In Equation (3), $e^{-\beta x_i^{\text{'}}}$ is the multiple linear combinations of explanatory variables, which are also known as the utility function, and can be represented as:

$\begin{array}{ll}\beta x_i^{\text{'}}={\beta }_0+{\beta }_1{x}_{1i}+\cdots +{\beta }_k{x}_{ki}& (4)\end{array}$

where x_ki denotes the value of variable k for sample i and β_k is the coefficient of variable k.

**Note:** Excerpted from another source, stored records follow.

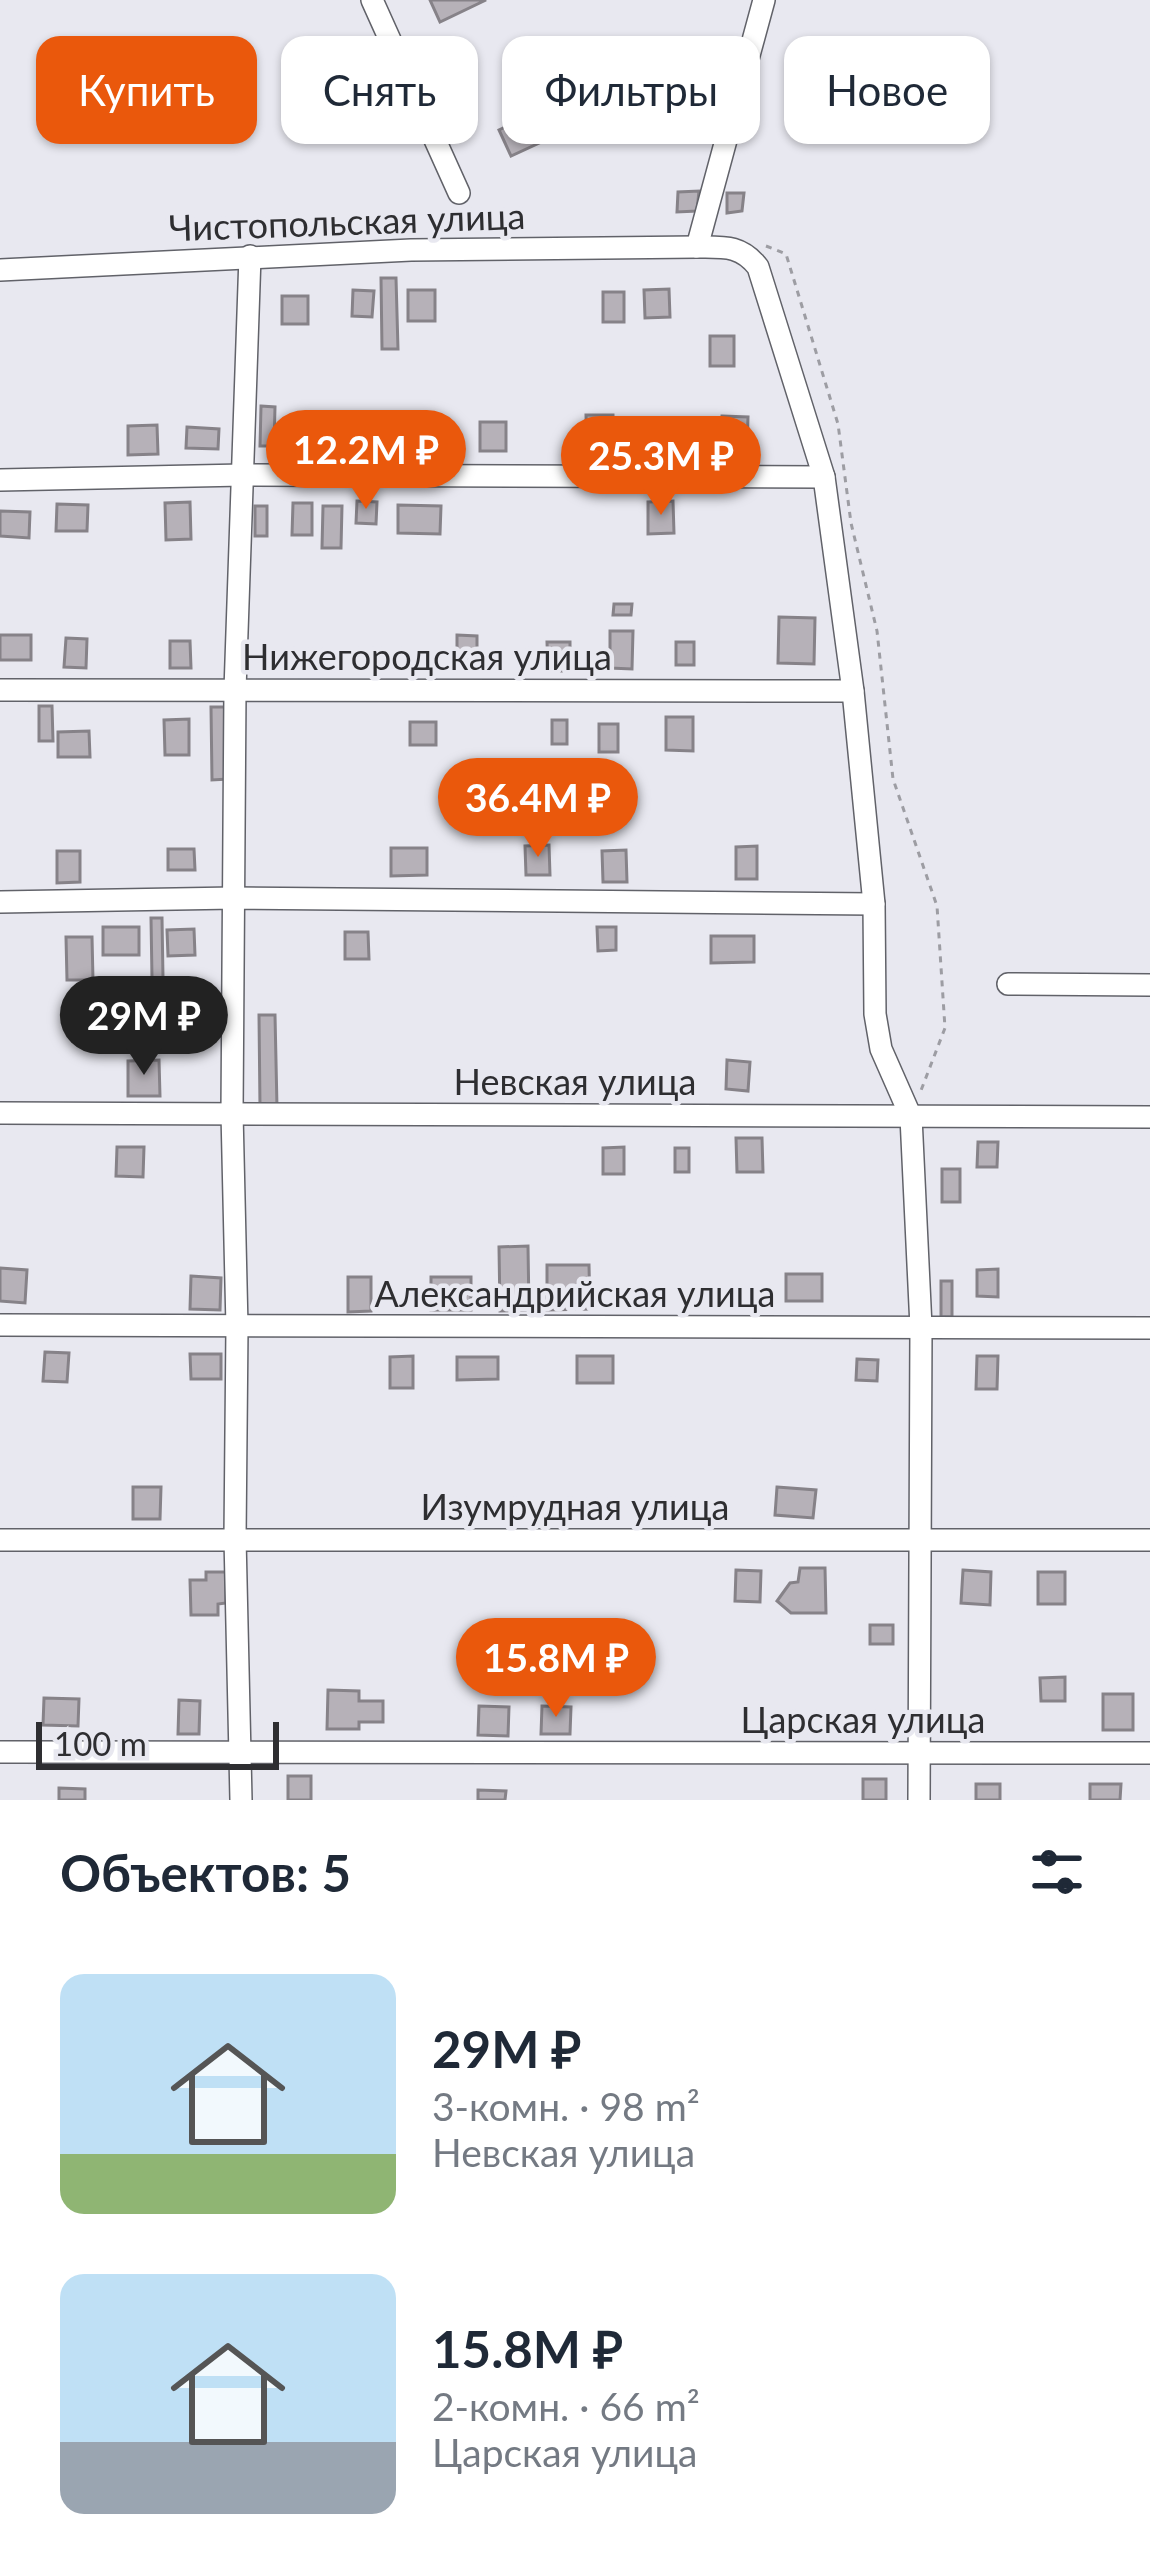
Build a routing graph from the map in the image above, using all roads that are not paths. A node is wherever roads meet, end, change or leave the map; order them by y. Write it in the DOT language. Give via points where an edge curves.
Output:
graph roads {
  1 [pos="372,0"];
  2 [pos="764,0"];
  3 [pos="459,193"];
  4 [pos="698,247"];
  5 [pos="250,256"];
  6 [pos="0,270"];
  7 [pos="243,475"];
  8 [pos="824,477"];
  9 [pos="0,480"];
  10 [pos="0,690"];
  11 [pos="236,690"];
  12 [pos="854,691"];
  13 [pos="234,898"];
  14 [pos="0,902"];
  15 [pos="874,904"];
  16 [pos="1008,984"];
  17 [pos="1150,985"];
  18 [pos="0,1113"];
  19 [pos="232,1113"];
  20 [pos="911,1117"];
  21 [pos="1150,1117"];
  22 [pos="0,1325"];
  23 [pos="238,1327"];
  24 [pos="921,1327"];
  25 [pos="1150,1328"];
  26 [pos="235,1538"];
  27 [pos="0,1540"];
  28 [pos="1150,1540"];
  29 [pos="920,1543"];
  30 [pos="0,1752"];
  31 [pos="242,1752"];
  32 [pos="919,1753"];
  33 [pos="1150,1753"];
  34 [pos="242,1800"];
  35 [pos="919,1800"];
  1 -- 3 [label="street"];
  2 -- 4 [label="street"];
  4 -- 5 [label="street, Чистопольская улица"];
  4 -- 8 [label="street, Чистопольская улица" via="732,248 758,267"];
  5 -- 6 [label="street, Чистопольская улица"];
  5 -- 7 [label="street"];
  7 -- 8 [label="street"];
  7 -- 9 [label="street"];
  7 -- 11 [label="street"];
  8 -- 12 [label="street"];
  10 -- 11 [label="street, Нижегородская улица"];
  11 -- 12 [label="street, Нижегородская улица"];
  11 -- 13 [label="street"];
  12 -- 15 [label="street"];
  13 -- 14 [label="street"];
  13 -- 15 [label="street"];
  13 -- 19 [label="street"];
  15 -- 20 [label="street" via="874,1014"];
  16 -- 17 [label="street"];
  18 -- 19 [label="street, Невская улица"];
  19 -- 20 [label="street, Невская улица"];
  19 -- 23 [label="street"];
  20 -- 21 [label="street, Невская улица"];
  20 -- 24 [label="street"];
  22 -- 23 [label="street, Александрийская улица"];
  23 -- 24 [label="street, Александрийская улица"];
  23 -- 26 [label="street"];
  24 -- 25 [label="street, Александрийская улица"];
  24 -- 29 [label="street"];
  26 -- 27 [label="street, Изумрудная улица"];
  26 -- 29 [label="street, Изумрудная улица"];
  26 -- 31 [label="street"];
  28 -- 29 [label="street, Изумрудная улица"];
  29 -- 32 [label="street"];
  30 -- 31 [label="street, Царская улица"];
  31 -- 32 [label="street, Царская улица"];
  31 -- 34 [label="street"];
  32 -- 33 [label="street, Царская улица"];
  32 -- 35 [label="street"];
}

Alternatively, one may conceptualize the problem using a latent variable $y_i^{*}$, which signifies the propensity for a crash to be fatal. This latent variable follows a logistic distribution, which, despite its mathematical distinctiveness, is practically akin to a normal distribution. The impact of the predictors x_i is typically assessed by regressing them against this unobserved variable. The determination of the crash outcome—fatal or otherwise—is contingent upon whether the propensity surpasses a specified threshold. As highlighted by King and Zeng (19), this threshold mechanism introduces a primary source of bias in the presence of rare events. The logistic regression coefficients β are estimated by employing the maximum-likelihood estimation method applied across a dataset comprising n observations:

$\begin{array}{ll}L\left(\beta \right)={\displaystyle \prod _{i=1}^n\left[{(\frac{1}{1+e^{-\beta x_i^{\text{'}}}})}^{y_i}{(1-\frac{1}{1+e^{-\beta x_i^{\text{'}}}})}^{1-y_i}\right]}& (5)\end{array}$

It is imperative to acknowledge that, in the analysis of rare events data, additional occurrences of the event of interest (coded as “1”) provide greater informational value than non-occurrences (coded as “0”). During the estimation phase, the standard error of the estimated coefficient β is derived from the variance:

$\begin{array}{ll}V\left(\widehat{\beta }\right)=\frac{1}{{\displaystyle {\sum }_{i=1}^n{\pi }_i(1- {\pi }_i)x_i^2}}& (6)\end{array}$

In Equation (6), the summation $\sum _{i=1}^n{\pi }_i(1-{\pi }_i)$ is notably influenced by the rarity of the event under study. The term π_i(1−π_i) attains its maximum when π_i = 0.5 and approaches zero as π_i converges to either extremity of the probability spectrum. Given that rare events data typically yield minuscule estimates of π_i for all observations, it is crucial to consider that these estimates will be substantially smaller than 0.5. Nonetheless, if the logit model possesses explanatory significance, the estimated probabilities π_i corresponding to the occurrences of “1” will be markedly higher than those associated with “0”. These estimates will also lie nearer to the apex of informational value at 0.5. Consequently, this results in the additional occurrences of “1” being more informative for the model than the additional occurrences of “0”.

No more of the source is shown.